Work order: Copy each line of the data below in which the word "roads" can be found.
** Task inputs follows **
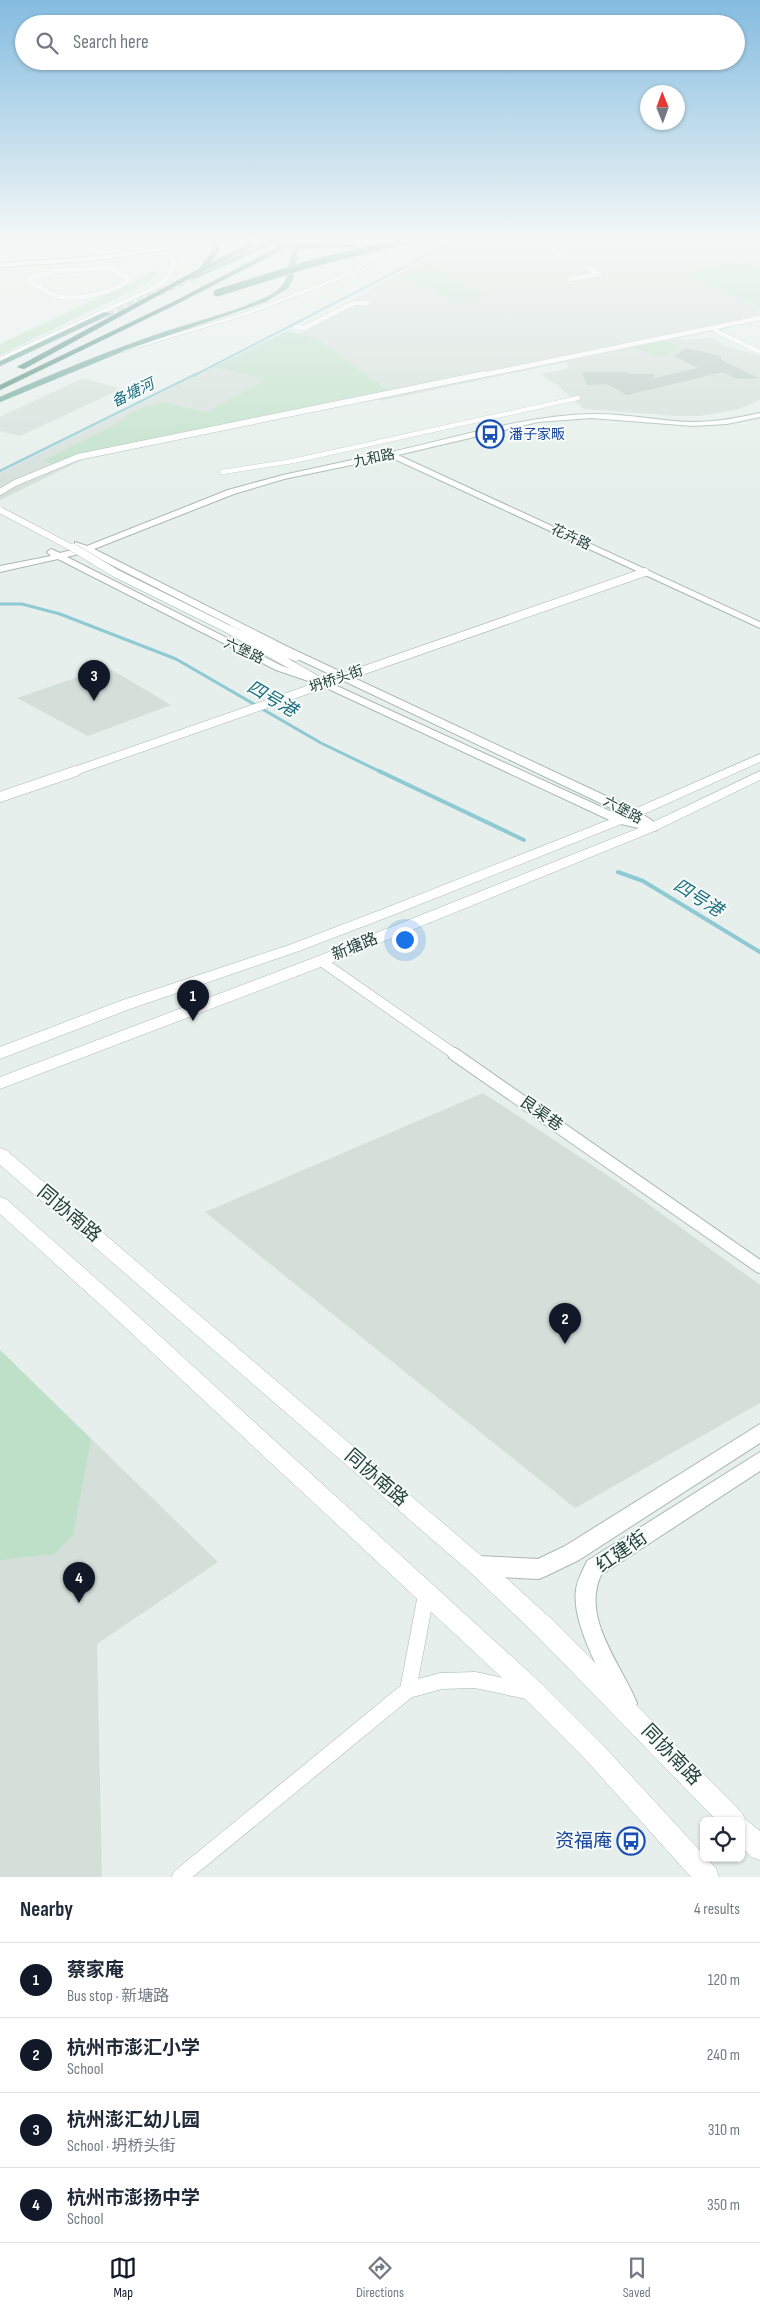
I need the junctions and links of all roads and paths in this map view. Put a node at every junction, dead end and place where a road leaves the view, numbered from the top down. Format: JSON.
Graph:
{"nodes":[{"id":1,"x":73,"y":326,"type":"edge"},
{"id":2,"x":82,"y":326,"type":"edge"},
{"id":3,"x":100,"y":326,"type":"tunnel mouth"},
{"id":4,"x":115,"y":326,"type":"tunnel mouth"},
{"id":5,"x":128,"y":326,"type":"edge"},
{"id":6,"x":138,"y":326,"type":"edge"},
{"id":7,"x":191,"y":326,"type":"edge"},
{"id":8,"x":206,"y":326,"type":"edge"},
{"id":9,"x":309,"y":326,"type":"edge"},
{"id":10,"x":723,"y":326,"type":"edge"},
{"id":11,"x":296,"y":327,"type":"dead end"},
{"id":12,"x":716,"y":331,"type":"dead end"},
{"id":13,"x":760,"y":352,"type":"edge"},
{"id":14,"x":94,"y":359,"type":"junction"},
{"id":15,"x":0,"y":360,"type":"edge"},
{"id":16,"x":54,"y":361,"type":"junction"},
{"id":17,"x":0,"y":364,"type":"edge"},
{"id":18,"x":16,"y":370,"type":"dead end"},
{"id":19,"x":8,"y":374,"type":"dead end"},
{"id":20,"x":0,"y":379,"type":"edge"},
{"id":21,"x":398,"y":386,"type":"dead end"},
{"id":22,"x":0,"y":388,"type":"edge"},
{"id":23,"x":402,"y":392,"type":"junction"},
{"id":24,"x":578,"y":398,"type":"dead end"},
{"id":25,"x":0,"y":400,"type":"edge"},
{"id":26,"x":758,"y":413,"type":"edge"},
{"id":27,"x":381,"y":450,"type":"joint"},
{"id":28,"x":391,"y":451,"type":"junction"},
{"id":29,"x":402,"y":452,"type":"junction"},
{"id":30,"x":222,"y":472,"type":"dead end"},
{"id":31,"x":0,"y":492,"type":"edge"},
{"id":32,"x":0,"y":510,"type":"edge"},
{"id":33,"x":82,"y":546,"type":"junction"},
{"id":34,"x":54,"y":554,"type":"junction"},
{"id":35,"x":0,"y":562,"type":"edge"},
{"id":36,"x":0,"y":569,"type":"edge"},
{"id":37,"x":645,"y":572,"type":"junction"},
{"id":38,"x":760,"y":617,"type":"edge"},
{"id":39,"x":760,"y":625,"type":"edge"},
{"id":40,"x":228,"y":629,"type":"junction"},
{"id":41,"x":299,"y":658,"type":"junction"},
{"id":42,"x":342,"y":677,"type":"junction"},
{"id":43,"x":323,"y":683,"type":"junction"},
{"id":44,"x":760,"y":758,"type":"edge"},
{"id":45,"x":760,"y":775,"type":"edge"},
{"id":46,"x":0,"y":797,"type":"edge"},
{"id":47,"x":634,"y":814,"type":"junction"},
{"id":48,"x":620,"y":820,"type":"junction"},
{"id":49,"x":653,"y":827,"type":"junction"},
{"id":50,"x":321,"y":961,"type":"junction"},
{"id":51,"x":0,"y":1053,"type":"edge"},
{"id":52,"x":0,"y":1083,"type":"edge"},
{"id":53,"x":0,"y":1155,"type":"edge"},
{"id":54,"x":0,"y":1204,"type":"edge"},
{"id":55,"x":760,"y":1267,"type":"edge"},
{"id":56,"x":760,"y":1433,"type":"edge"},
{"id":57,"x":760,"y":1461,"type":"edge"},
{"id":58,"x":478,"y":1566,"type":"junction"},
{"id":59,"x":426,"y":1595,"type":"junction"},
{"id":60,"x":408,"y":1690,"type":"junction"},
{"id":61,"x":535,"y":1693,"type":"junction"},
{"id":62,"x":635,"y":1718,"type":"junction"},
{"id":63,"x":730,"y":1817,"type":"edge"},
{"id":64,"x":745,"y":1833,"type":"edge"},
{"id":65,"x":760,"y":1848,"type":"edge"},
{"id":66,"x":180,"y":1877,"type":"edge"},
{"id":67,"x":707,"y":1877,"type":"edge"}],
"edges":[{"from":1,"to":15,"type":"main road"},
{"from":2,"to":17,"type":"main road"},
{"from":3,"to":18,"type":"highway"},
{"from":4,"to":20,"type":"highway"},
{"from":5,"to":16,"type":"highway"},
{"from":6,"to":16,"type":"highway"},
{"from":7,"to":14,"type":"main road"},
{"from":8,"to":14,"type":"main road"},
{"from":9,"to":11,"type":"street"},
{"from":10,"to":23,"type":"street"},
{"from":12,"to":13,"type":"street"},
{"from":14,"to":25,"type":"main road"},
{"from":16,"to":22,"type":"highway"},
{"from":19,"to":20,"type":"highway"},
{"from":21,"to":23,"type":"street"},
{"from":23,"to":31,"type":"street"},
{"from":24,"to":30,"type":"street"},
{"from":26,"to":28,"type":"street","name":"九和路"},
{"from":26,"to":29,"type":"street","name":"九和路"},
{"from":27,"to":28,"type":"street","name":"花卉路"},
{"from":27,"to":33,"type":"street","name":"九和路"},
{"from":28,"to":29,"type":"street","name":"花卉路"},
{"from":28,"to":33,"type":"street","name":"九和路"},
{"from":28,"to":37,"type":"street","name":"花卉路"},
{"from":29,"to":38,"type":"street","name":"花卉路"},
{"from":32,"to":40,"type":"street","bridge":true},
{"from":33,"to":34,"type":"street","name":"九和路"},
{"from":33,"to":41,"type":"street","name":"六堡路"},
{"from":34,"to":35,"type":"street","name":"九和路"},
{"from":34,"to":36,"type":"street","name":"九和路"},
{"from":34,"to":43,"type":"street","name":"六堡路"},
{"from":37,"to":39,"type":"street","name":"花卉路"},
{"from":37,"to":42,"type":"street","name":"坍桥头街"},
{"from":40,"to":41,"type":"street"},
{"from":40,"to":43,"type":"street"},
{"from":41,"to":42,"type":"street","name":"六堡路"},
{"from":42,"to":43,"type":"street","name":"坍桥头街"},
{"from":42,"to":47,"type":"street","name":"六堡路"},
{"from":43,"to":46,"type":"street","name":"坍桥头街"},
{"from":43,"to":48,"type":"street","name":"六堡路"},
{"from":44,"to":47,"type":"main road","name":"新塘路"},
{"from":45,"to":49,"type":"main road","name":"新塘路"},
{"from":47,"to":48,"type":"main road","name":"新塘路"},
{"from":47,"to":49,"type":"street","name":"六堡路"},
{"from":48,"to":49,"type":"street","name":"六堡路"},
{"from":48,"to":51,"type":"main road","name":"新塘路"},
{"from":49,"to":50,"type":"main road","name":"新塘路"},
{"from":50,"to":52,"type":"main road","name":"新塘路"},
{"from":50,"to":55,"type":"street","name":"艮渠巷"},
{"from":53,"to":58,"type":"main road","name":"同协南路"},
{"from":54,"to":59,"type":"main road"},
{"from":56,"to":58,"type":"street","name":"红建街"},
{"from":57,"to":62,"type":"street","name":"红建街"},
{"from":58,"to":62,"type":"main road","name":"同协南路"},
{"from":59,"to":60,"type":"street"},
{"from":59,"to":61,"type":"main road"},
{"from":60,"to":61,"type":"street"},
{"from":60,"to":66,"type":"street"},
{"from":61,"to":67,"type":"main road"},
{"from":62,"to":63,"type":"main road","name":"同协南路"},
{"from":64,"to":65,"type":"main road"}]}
** End of Task inputs **
** Task inputs follows **
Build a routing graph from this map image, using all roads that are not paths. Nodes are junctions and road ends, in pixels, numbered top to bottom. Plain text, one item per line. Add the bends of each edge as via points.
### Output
** End of Task inputs **
Answer section:
I need the junctions and links of all roads and paths in this map view. Put a node at every junction, dead end and place where a road leaves the view, numbered from the top down. Format: JSON.
Build a routing graph from this map image, using all roads that are not paths. Nodes are junctions and road ends, in pixels, numbered top to bottom. Plain text, one item per line. Add the bends of each edge as via points.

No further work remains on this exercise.